Siempre criticamos los copiosos desayunos de los ingleses, destacando la sobriedad española a la hora de levantarse y tomar un café y poco más antes de encarar el día. Pero la semana pasada pude comprobar que a veces se necesita un desayuno de varios platos antes de afrontar una ciudad tan fatigosa y helada. Dicen que es la comida más importante del día: por algo será. Así que, en la mañana previa a nuestro regreso a España, quise desayunar uno de esos platos típicos (la noche anterior no había cenado, con lo cual me sobraba hambre). Estos fueron los ingredientes: judías con tomate, huevos fritos, champiñones, bacon, salchichas, pan de molde y té. El té de Londres es delicioso. El desayuno fue sabrosísimo y me sirvió para coger fuerzas para una jornada de caminatas, acarreo de maletas, metro, tren, aeropuerto, avión y, de nuevo, metro. La leyenda dice que se come mal en Inglaterra. En la ciudad en la que yo estuve no es así porque uno cuenta con infinitas posibilidades gastronómicas: comida china, japonesa, libanesa, cadenas de fast food, hamburgueserías. Por Notting Hill hay varias tiendas donde aprovisionarse de productos españoles de importación. La ciudad siempre huele a comida rápida. Por todas partes abundan los puestos, las cadenas, las furgonetas, que despiden un fuerte olor a cebolla frita y a especias. Una noche cenamos en el Kulu Kulu, un restaurante japonés de Picadilly Circus (en Brewer Street), un sitio barato donde disponen de una barra móvil de la que el comensal va cogiendo los platos que se le antojen: sushi, sopa de miso, algas, arroz, etcétera. Luego el tipo de la caja cuenta los platos y hace la suma. En Camden, fuimos a comer a Haché, que tiene fama de servir las mejores hamburguesas de la ciudad. Es un local pequeño, con suelos de madera y espejos en las paredes, en el que devoré una hamburguesa que incluía queso azul, tomate, rúcula y cebolla roja. Tomen nota: está en Inverness Street.

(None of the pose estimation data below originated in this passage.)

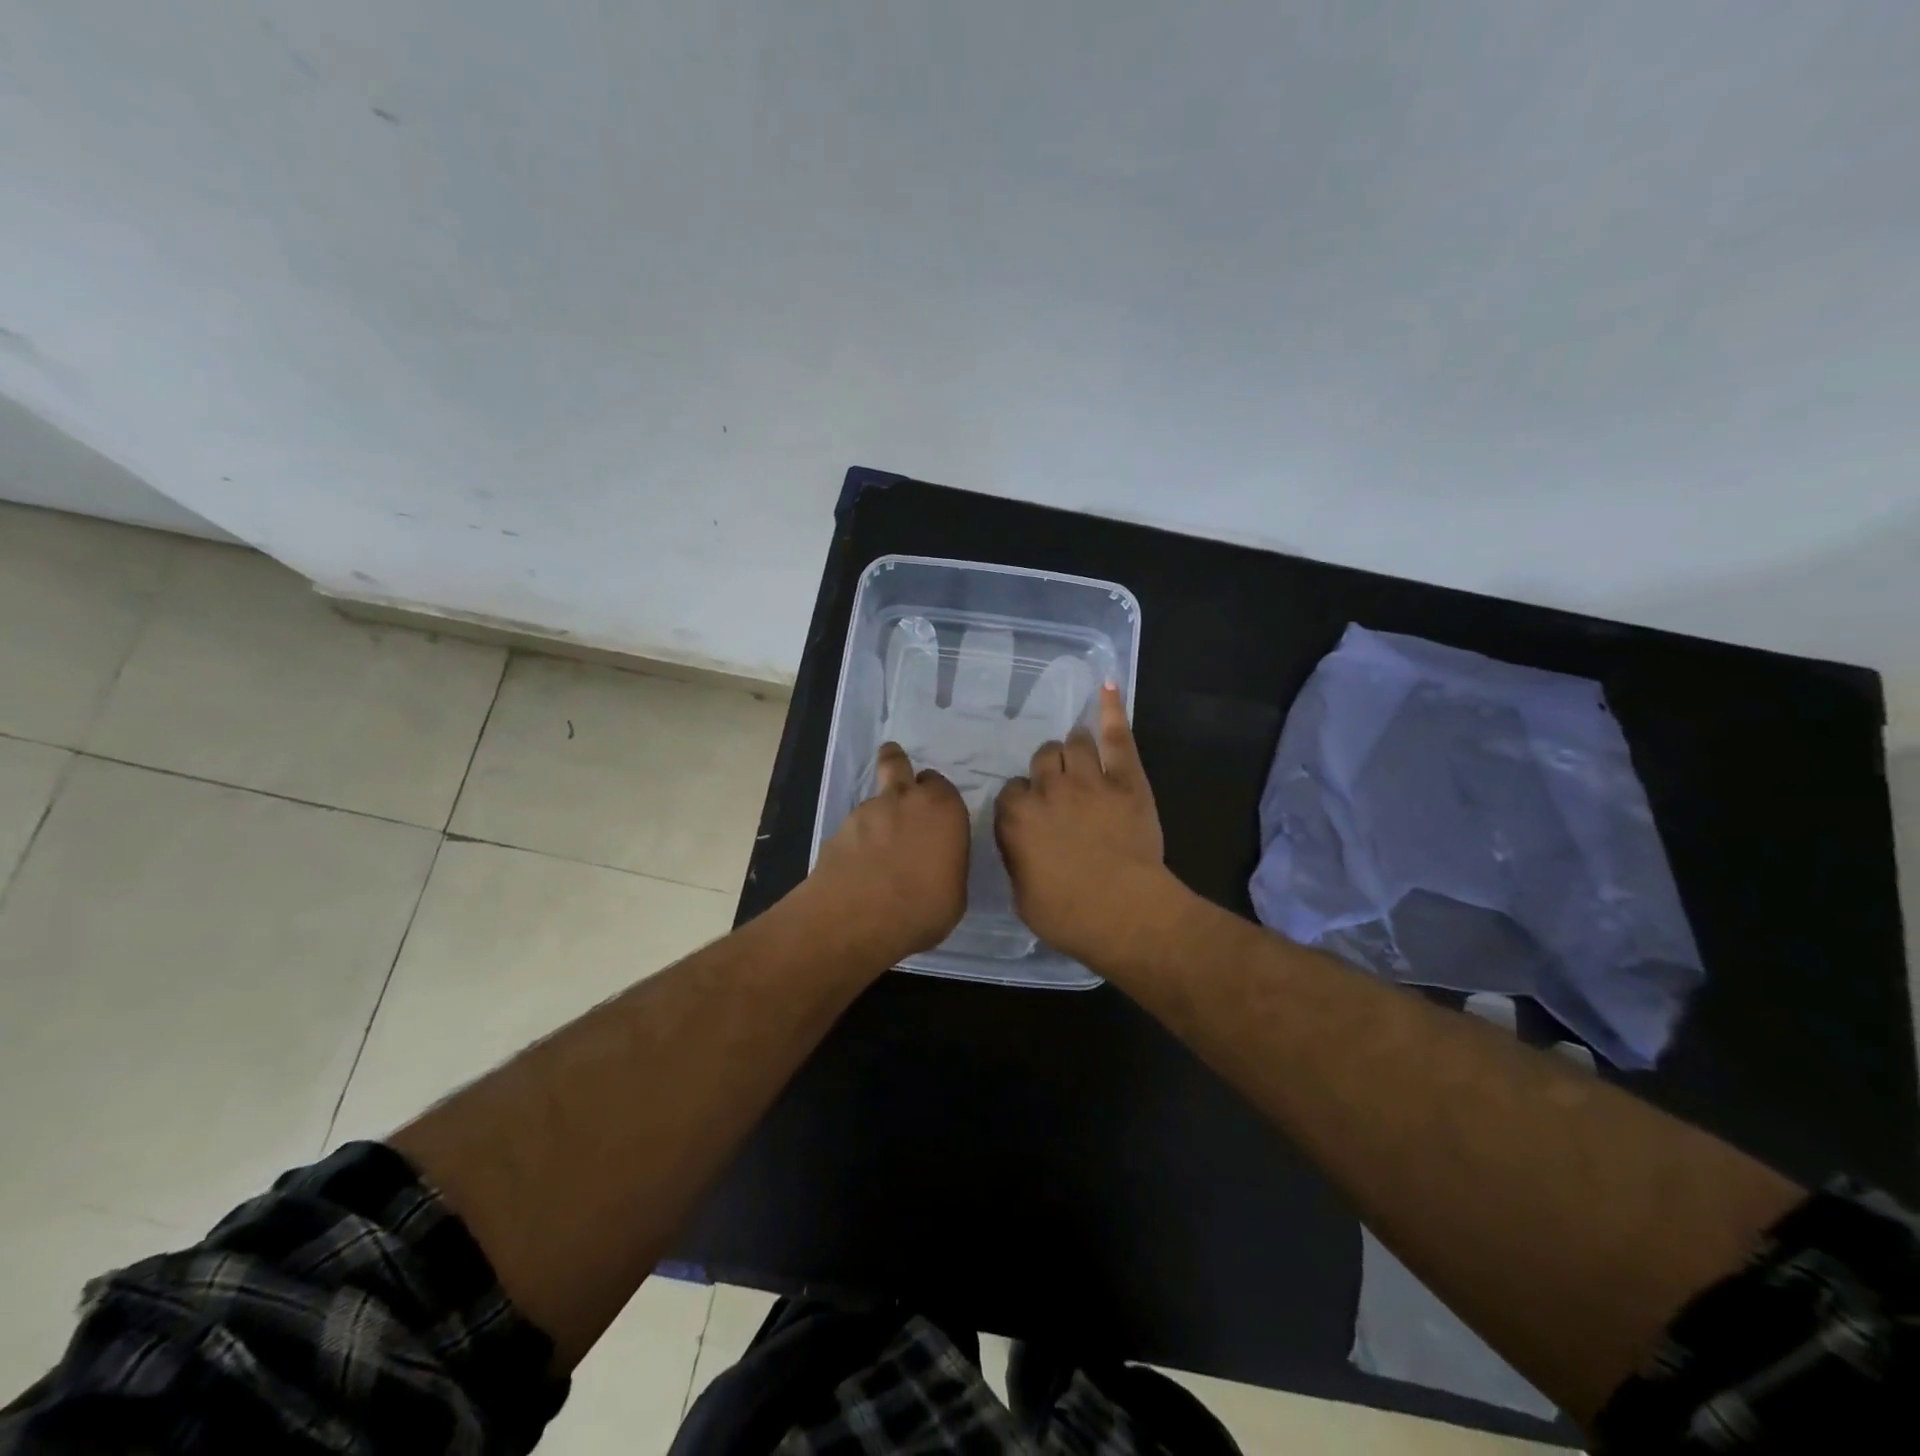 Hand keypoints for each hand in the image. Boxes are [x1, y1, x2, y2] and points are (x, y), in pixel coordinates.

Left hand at [805, 743, 969, 964]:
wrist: (857, 917)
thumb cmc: (923, 907)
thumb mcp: (954, 893)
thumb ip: (948, 865)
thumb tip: (937, 863)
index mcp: (943, 809)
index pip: (941, 784)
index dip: (936, 795)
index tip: (936, 811)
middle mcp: (905, 799)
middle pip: (897, 763)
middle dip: (896, 763)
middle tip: (899, 780)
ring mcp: (867, 811)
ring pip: (874, 798)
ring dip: (878, 814)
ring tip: (878, 847)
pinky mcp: (838, 829)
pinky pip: (854, 827)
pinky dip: (857, 839)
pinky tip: (859, 865)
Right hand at [994, 685, 1170, 964]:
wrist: (1124, 912)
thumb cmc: (1067, 915)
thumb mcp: (1023, 895)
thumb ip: (1018, 858)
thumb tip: (1021, 845)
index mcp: (1015, 818)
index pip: (1011, 792)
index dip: (1024, 802)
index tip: (1033, 815)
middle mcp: (1047, 789)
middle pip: (1042, 760)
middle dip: (1048, 770)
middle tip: (1060, 788)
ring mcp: (1088, 780)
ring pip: (1073, 743)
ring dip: (1074, 748)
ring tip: (1080, 756)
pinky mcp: (1126, 780)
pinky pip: (1117, 737)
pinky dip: (1112, 710)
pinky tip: (1107, 686)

Pero lo mejor, para mí, fueron los pubs. Uno goza cuando se sienta allí, con una pinta de ale (se sirve menos fría que otras cervezas), con buena música pop de fondo y el rumor de las conversaciones envolviéndolo todo. Me encanta la decoración antigua, el ruido de la madera, el ambiente un poco penumbroso. Una vez comimos en uno de ellos. Se estaba bien, apenas había tres personas allí y pude probar las fish & chips, o sea, el plato tradicional con patatas fritas, pescado rebozado y guarnición de guisantes. En el pub The Two Brewers, en Covent Garden, leí un cartel en el que contaban la historia del local. Lo que me interesó fue que, al parecer, aquella zona algo fantasmal y enigmática había inspirado parte de “Casa desolada”, la novela de Charles Dickens de unas mil páginas. De vuelta a Madrid fui a comprarme un ejemplar, en la edición de Valdemar. Me entusiasman los libros de Dickens, pero éste no lo tenía.
Algo curioso (e inaceptable en España, me temo) de los pubs ingleses es que la gente comparte las mesas con desconocidos. Uno se sienta a una mesa y, por pequeña que sea, no falta quien se acerca, pregunta si puede poner allí su cerveza y se acomoda. Eso logra que se den situaciones extrañas: por ejemplo, dos parejas que nunca antes se han visto las caras se sientan frente a frente o codo con codo. Un tipo, en la misma mesa que nosotros, se puso a hablarnos, a pedir que brindáramos por la Navidad. Se aprovecha hasta el mínimo hueco y es lógico que así sea porque las tabernas se petan ya a las cinco de la tarde. Los pubs constituyen paradas necesarias para el viajero, tras tanto merodeo por los mercadillos, los museos, las librerías y los túneles del metro. Dentro, uno recupera calor y toma fuerzas. Y puede comer allí.